(Collected data)
━━━━━━━━━━━━━━━━━━━━

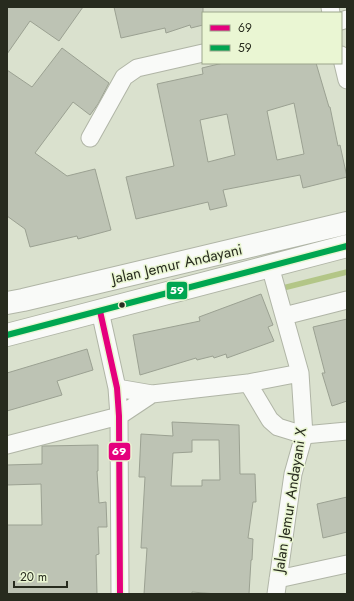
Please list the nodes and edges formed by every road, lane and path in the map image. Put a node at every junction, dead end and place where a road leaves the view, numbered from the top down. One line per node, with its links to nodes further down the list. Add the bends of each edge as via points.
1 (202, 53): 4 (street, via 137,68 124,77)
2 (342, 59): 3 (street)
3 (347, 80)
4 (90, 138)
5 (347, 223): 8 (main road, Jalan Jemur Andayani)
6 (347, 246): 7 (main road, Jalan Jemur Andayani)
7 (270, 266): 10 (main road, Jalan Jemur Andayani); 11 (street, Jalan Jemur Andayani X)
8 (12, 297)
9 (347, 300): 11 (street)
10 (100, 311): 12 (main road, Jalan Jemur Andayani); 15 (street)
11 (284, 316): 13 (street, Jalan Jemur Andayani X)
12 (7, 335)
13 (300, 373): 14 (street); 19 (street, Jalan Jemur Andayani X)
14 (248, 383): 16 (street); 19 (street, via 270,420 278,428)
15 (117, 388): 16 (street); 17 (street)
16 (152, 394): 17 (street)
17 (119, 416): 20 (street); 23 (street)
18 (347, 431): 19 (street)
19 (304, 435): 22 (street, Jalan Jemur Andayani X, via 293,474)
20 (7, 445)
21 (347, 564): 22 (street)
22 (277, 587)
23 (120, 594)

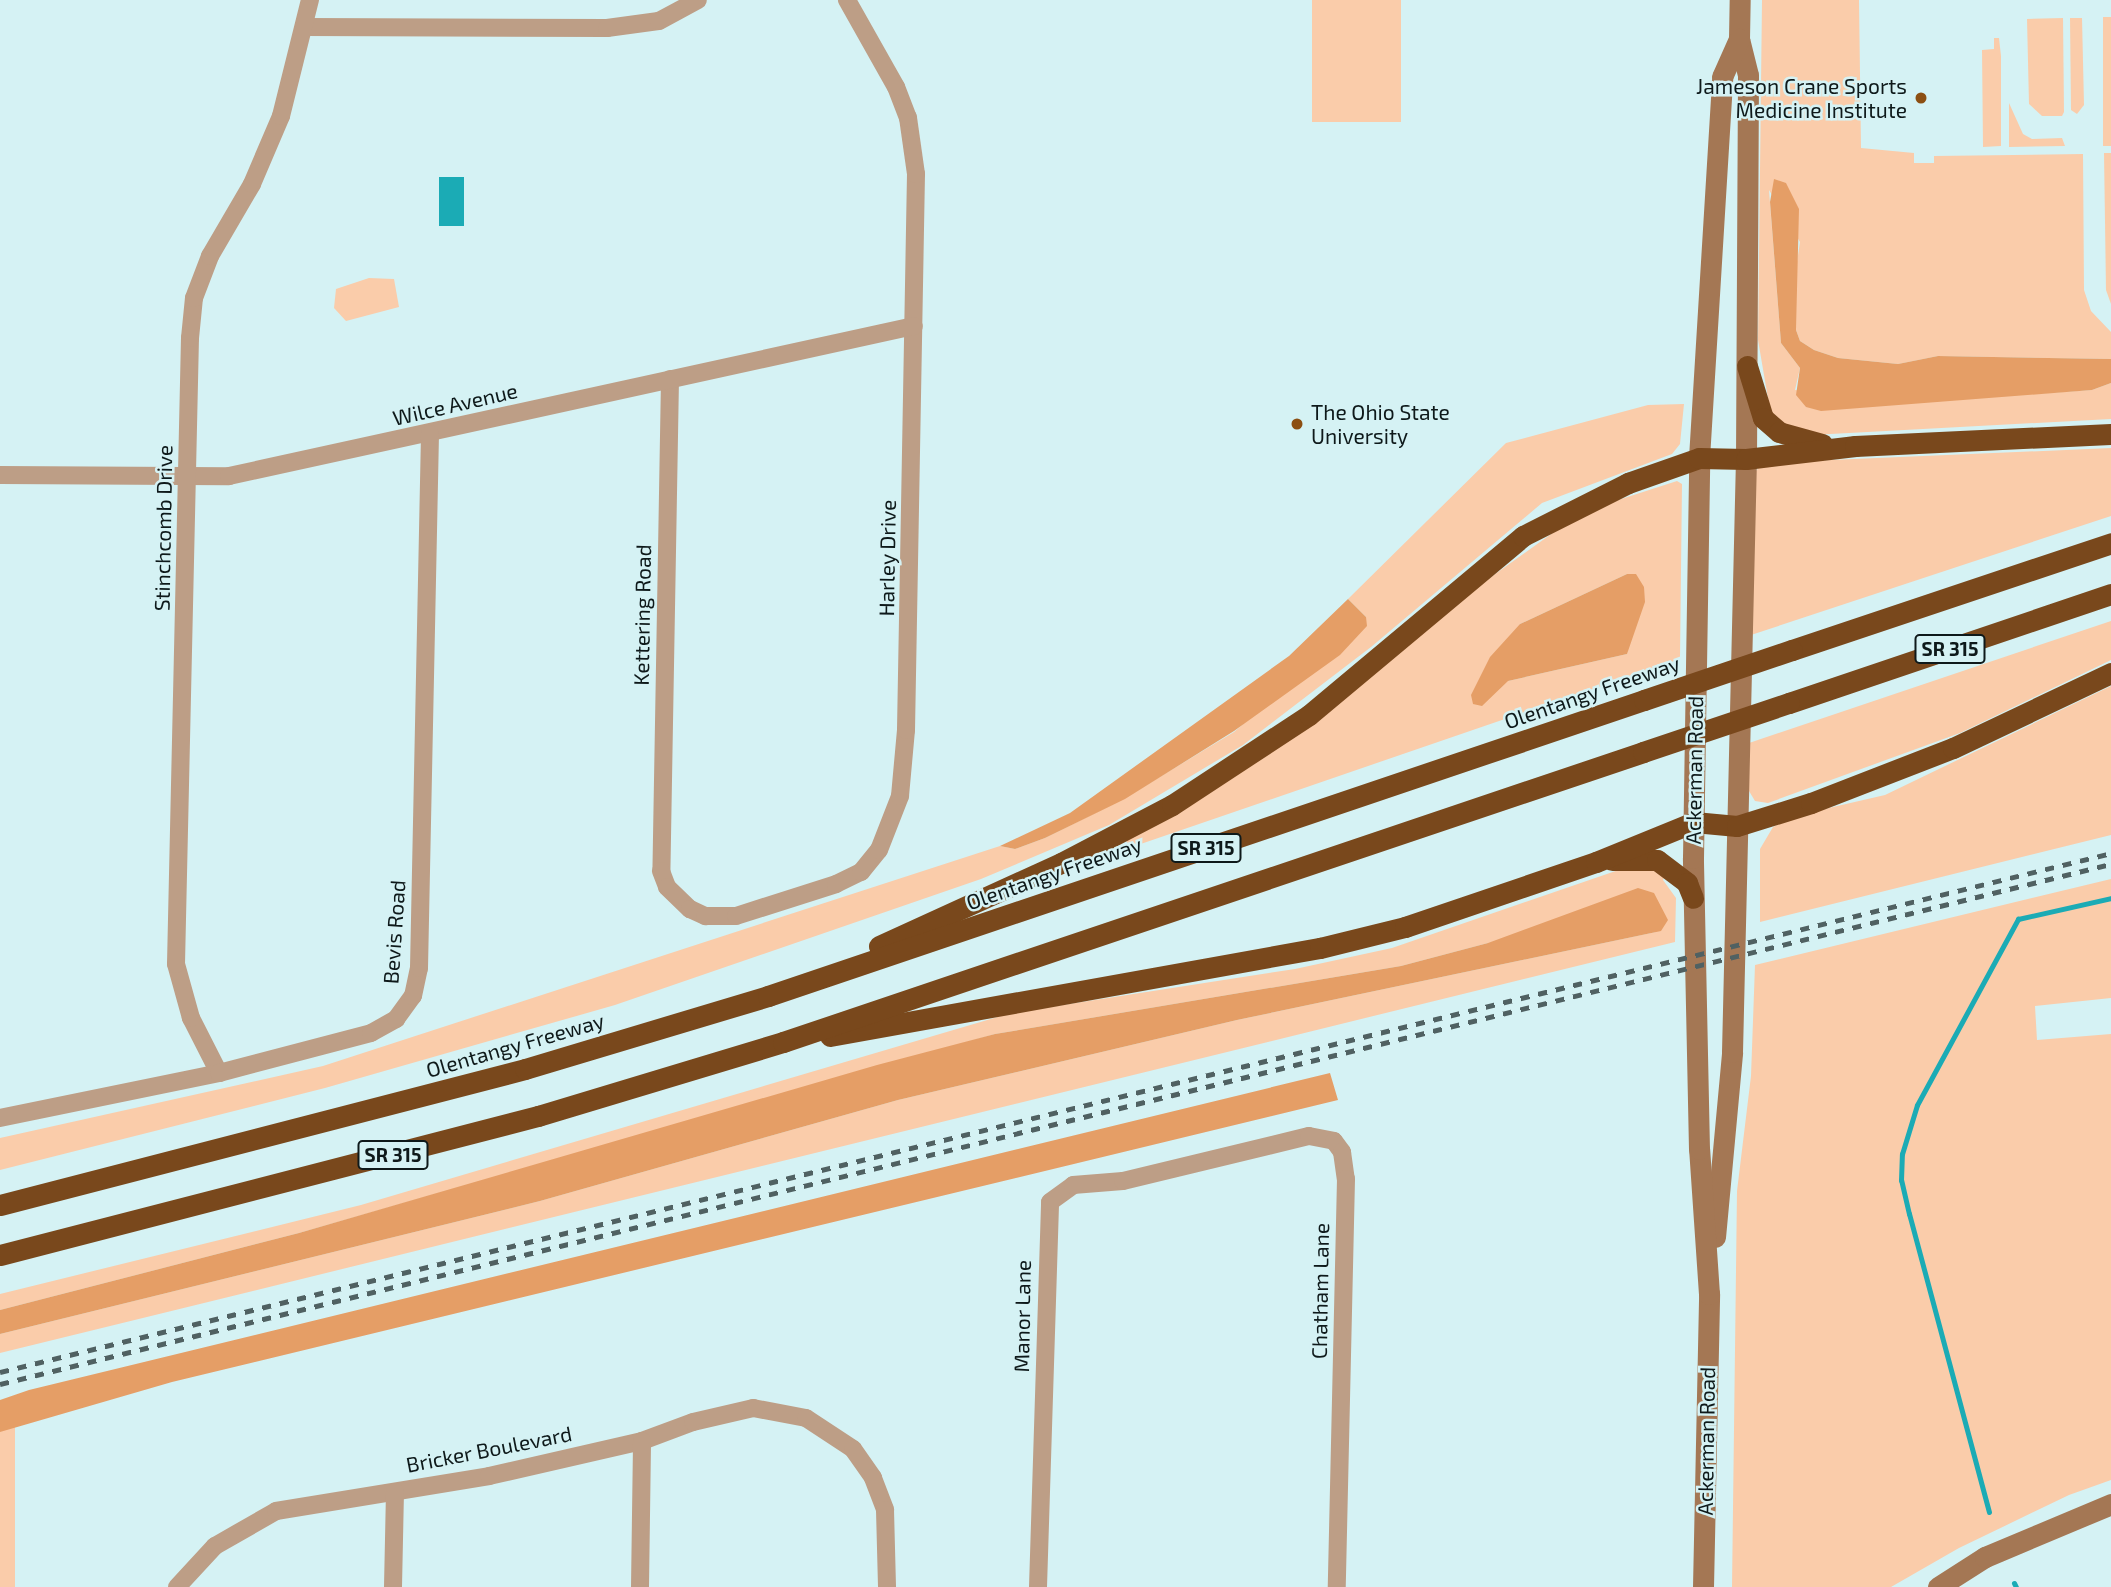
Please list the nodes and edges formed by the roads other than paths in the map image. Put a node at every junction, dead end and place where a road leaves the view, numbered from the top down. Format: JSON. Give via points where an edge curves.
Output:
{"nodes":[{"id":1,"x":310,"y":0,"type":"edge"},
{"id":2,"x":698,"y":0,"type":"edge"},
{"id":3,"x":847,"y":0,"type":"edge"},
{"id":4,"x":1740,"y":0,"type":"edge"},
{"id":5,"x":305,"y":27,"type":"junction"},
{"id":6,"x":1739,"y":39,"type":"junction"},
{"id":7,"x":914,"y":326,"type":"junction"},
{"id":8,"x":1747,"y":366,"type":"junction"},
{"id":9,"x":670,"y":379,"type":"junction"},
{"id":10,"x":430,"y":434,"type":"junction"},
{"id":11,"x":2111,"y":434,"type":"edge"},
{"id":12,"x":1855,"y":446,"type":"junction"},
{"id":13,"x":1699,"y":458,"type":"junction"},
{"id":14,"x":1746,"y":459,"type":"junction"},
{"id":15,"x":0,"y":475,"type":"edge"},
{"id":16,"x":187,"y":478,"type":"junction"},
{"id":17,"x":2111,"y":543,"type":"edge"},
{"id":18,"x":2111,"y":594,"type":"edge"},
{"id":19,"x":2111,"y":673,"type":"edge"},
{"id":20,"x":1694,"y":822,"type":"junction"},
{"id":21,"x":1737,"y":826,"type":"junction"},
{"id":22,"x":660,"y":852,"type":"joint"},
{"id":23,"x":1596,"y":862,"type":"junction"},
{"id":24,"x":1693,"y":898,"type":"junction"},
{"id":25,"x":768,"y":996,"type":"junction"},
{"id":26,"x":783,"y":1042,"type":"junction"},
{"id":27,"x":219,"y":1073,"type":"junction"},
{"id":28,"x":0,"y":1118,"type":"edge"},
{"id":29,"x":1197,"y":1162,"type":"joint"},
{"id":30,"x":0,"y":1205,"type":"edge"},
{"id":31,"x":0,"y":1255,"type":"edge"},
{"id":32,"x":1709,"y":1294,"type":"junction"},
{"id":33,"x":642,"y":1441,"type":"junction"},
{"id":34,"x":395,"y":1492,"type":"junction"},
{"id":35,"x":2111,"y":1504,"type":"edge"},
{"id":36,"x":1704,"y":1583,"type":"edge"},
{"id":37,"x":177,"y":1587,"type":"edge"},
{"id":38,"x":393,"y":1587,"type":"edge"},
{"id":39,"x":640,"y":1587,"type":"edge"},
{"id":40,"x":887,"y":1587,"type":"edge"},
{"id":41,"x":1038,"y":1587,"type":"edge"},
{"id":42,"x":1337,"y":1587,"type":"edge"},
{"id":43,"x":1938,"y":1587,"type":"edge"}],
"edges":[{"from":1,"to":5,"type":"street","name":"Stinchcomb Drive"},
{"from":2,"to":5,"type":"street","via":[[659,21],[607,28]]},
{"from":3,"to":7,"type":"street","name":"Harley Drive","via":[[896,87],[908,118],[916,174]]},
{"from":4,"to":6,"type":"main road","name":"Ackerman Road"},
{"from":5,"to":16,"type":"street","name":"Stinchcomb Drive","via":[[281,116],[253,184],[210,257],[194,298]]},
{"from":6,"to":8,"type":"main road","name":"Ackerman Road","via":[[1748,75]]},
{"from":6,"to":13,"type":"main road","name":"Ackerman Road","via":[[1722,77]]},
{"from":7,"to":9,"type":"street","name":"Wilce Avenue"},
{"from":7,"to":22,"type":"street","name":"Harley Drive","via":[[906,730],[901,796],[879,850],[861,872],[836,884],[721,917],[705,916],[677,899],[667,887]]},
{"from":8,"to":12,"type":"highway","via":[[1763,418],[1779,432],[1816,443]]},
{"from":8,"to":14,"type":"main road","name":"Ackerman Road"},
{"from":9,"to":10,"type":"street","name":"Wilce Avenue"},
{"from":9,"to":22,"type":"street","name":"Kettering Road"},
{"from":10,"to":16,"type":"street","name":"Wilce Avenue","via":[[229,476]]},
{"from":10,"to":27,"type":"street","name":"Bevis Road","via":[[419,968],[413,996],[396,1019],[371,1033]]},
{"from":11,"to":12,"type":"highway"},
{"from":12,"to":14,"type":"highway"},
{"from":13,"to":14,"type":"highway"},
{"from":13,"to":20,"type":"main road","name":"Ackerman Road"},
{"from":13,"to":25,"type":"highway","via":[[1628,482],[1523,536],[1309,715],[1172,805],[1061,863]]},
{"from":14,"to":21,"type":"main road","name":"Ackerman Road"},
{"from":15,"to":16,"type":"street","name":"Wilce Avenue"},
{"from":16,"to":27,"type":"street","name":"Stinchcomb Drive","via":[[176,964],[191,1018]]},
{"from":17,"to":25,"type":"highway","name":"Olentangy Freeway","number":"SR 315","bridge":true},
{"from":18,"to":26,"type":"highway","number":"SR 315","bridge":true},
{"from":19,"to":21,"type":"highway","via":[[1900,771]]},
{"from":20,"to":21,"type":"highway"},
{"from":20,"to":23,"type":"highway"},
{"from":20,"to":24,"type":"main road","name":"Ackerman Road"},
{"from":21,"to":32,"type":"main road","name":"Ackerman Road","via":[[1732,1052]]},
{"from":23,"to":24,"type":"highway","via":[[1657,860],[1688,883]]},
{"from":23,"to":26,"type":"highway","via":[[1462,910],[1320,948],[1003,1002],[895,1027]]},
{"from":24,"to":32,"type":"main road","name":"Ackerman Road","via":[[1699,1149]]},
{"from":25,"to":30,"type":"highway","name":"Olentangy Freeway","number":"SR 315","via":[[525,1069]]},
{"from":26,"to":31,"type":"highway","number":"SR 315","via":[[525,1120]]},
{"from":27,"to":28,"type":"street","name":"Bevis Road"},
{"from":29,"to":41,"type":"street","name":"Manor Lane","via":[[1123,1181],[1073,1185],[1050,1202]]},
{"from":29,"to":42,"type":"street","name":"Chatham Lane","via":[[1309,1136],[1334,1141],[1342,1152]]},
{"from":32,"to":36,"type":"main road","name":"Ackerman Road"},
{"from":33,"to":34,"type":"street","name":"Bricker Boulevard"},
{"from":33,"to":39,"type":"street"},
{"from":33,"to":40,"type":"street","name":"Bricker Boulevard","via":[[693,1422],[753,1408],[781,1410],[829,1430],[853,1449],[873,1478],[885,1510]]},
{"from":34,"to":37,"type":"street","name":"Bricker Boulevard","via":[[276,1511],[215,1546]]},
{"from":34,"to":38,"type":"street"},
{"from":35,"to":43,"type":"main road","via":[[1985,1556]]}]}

━━━━━━━━━━━━━━━━━━━━

* _WORK TO BE COMPLETED_
Copy every record character for character. Skip the pictures.

* _RESULT_
Please list the nodes and edges formed by every road, lane and path in the map image. Put a node at every junction, dead end and place where a road leaves the view, numbered from the top down. One line per node, with its links to nodes further down the list. Add the bends of each edge as via points.
1 (202, 53): 4 (street, via 137,68 124,77)
2 (342, 59): 3 (street)
3 (347, 80)
4 (90, 138)
5 (347, 223): 8 (main road, Jalan Jemur Andayani)
6 (347, 246): 7 (main road, Jalan Jemur Andayani)
7 (270, 266): 10 (main road, Jalan Jemur Andayani); 11 (street, Jalan Jemur Andayani X)
8 (12, 297)
9 (347, 300): 11 (street)
10 (100, 311): 12 (main road, Jalan Jemur Andayani); 15 (street)
11 (284, 316): 13 (street, Jalan Jemur Andayani X)
12 (7, 335)
13 (300, 373): 14 (street); 19 (street, Jalan Jemur Andayani X)
14 (248, 383): 16 (street); 19 (street, via 270,420 278,428)
15 (117, 388): 16 (street); 17 (street)
16 (152, 394): 17 (street)
17 (119, 416): 20 (street); 23 (street)
18 (347, 431): 19 (street)
19 (304, 435): 22 (street, Jalan Jemur Andayani X, via 293,474)
20 (7, 445)
21 (347, 564): 22 (street)
22 (277, 587)
23 (120, 594)

Please list the nodes and edges formed by the roads other than paths in the map image. Put a node at every junction, dead end and place where a road leaves the view, numbered from the top down. Format: JSON. Give via points where an edge curves.
Output:
{"nodes":[{"id":1,"x":310,"y":0,"type":"edge"},
{"id":2,"x":698,"y":0,"type":"edge"},
{"id":3,"x":847,"y":0,"type":"edge"},
{"id":4,"x":1740,"y":0,"type":"edge"},
{"id":5,"x":305,"y":27,"type":"junction"},
{"id":6,"x":1739,"y":39,"type":"junction"},
{"id":7,"x":914,"y":326,"type":"junction"},
{"id":8,"x":1747,"y":366,"type":"junction"},
{"id":9,"x":670,"y":379,"type":"junction"},
{"id":10,"x":430,"y":434,"type":"junction"},
{"id":11,"x":2111,"y":434,"type":"edge"},
{"id":12,"x":1855,"y":446,"type":"junction"},
{"id":13,"x":1699,"y":458,"type":"junction"},
{"id":14,"x":1746,"y":459,"type":"junction"},
{"id":15,"x":0,"y":475,"type":"edge"},
{"id":16,"x":187,"y":478,"type":"junction"},
{"id":17,"x":2111,"y":543,"type":"edge"},
{"id":18,"x":2111,"y":594,"type":"edge"},
{"id":19,"x":2111,"y":673,"type":"edge"},
{"id":20,"x":1694,"y":822,"type":"junction"},
{"id":21,"x":1737,"y":826,"type":"junction"},
{"id":22,"x":660,"y":852,"type":"joint"},
{"id":23,"x":1596,"y":862,"type":"junction"},
{"id":24,"x":1693,"y":898,"type":"junction"},
{"id":25,"x":768,"y":996,"type":"junction"},
{"id":26,"x":783,"y":1042,"type":"junction"},
{"id":27,"x":219,"y":1073,"type":"junction"},
{"id":28,"x":0,"y":1118,"type":"edge"},
{"id":29,"x":1197,"y":1162,"type":"joint"},
{"id":30,"x":0,"y":1205,"type":"edge"},
{"id":31,"x":0,"y":1255,"type":"edge"},
{"id":32,"x":1709,"y":1294,"type":"junction"},
{"id":33,"x":642,"y":1441,"type":"junction"},
{"id":34,"x":395,"y":1492,"type":"junction"},
{"id":35,"x":2111,"y":1504,"type":"edge"},
{"id":36,"x":1704,"y":1583,"type":"edge"},
{"id":37,"x":177,"y":1587,"type":"edge"},
{"id":38,"x":393,"y":1587,"type":"edge"},
{"id":39,"x":640,"y":1587,"type":"edge"},
{"id":40,"x":887,"y":1587,"type":"edge"},
{"id":41,"x":1038,"y":1587,"type":"edge"},
{"id":42,"x":1337,"y":1587,"type":"edge"},
{"id":43,"x":1938,"y":1587,"type":"edge"}],
"edges":[{"from":1,"to":5,"type":"street","name":"Stinchcomb Drive"},
{"from":2,"to":5,"type":"street","via":[[659,21],[607,28]]},
{"from":3,"to":7,"type":"street","name":"Harley Drive","via":[[896,87],[908,118],[916,174]]},
{"from":4,"to":6,"type":"main road","name":"Ackerman Road"},
{"from":5,"to":16,"type":"street","name":"Stinchcomb Drive","via":[[281,116],[253,184],[210,257],[194,298]]},
{"from":6,"to":8,"type":"main road","name":"Ackerman Road","via":[[1748,75]]},
{"from":6,"to":13,"type":"main road","name":"Ackerman Road","via":[[1722,77]]},
{"from":7,"to":9,"type":"street","name":"Wilce Avenue"},
{"from":7,"to":22,"type":"street","name":"Harley Drive","via":[[906,730],[901,796],[879,850],[861,872],[836,884],[721,917],[705,916],[677,899],[667,887]]},
{"from":8,"to":12,"type":"highway","via":[[1763,418],[1779,432],[1816,443]]},
{"from":8,"to":14,"type":"main road","name":"Ackerman Road"},
{"from":9,"to":10,"type":"street","name":"Wilce Avenue"},
{"from":9,"to":22,"type":"street","name":"Kettering Road"},
{"from":10,"to":16,"type":"street","name":"Wilce Avenue","via":[[229,476]]},
{"from":10,"to":27,"type":"street","name":"Bevis Road","via":[[419,968],[413,996],[396,1019],[371,1033]]},
{"from":11,"to":12,"type":"highway"},
{"from":12,"to":14,"type":"highway"},
{"from":13,"to":14,"type":"highway"},
{"from":13,"to":20,"type":"main road","name":"Ackerman Road"},
{"from":13,"to":25,"type":"highway","via":[[1628,482],[1523,536],[1309,715],[1172,805],[1061,863]]},
{"from":14,"to":21,"type":"main road","name":"Ackerman Road"},
{"from":15,"to":16,"type":"street","name":"Wilce Avenue"},
{"from":16,"to":27,"type":"street","name":"Stinchcomb Drive","via":[[176,964],[191,1018]]},
{"from":17,"to":25,"type":"highway","name":"Olentangy Freeway","number":"SR 315","bridge":true},
{"from":18,"to":26,"type":"highway","number":"SR 315","bridge":true},
{"from":19,"to":21,"type":"highway","via":[[1900,771]]},
{"from":20,"to":21,"type":"highway"},
{"from":20,"to":23,"type":"highway"},
{"from":20,"to":24,"type":"main road","name":"Ackerman Road"},
{"from":21,"to":32,"type":"main road","name":"Ackerman Road","via":[[1732,1052]]},
{"from":23,"to":24,"type":"highway","via":[[1657,860],[1688,883]]},
{"from":23,"to":26,"type":"highway","via":[[1462,910],[1320,948],[1003,1002],[895,1027]]},
{"from":24,"to":32,"type":"main road","name":"Ackerman Road","via":[[1699,1149]]},
{"from":25,"to":30,"type":"highway","name":"Olentangy Freeway","number":"SR 315","via":[[525,1069]]},
{"from":26,"to":31,"type":"highway","number":"SR 315","via":[[525,1120]]},
{"from":27,"to":28,"type":"street","name":"Bevis Road"},
{"from":29,"to":41,"type":"street","name":"Manor Lane","via":[[1123,1181],[1073,1185],[1050,1202]]},
{"from":29,"to":42,"type":"street","name":"Chatham Lane","via":[[1309,1136],[1334,1141],[1342,1152]]},
{"from":32,"to":36,"type":"main road","name":"Ackerman Road"},
{"from":33,"to":34,"type":"street","name":"Bricker Boulevard"},
{"from":33,"to":39,"type":"street"},
{"from":33,"to":40,"type":"street","name":"Bricker Boulevard","via":[[693,1422],[753,1408],[781,1410],[829,1430],[853,1449],[873,1478],[885,1510]]},
{"from":34,"to":37,"type":"street","name":"Bricker Boulevard","via":[[276,1511],[215,1546]]},
{"from":34,"to":38,"type":"street"},
{"from":35,"to":43,"type":"main road","via":[[1985,1556]]}]}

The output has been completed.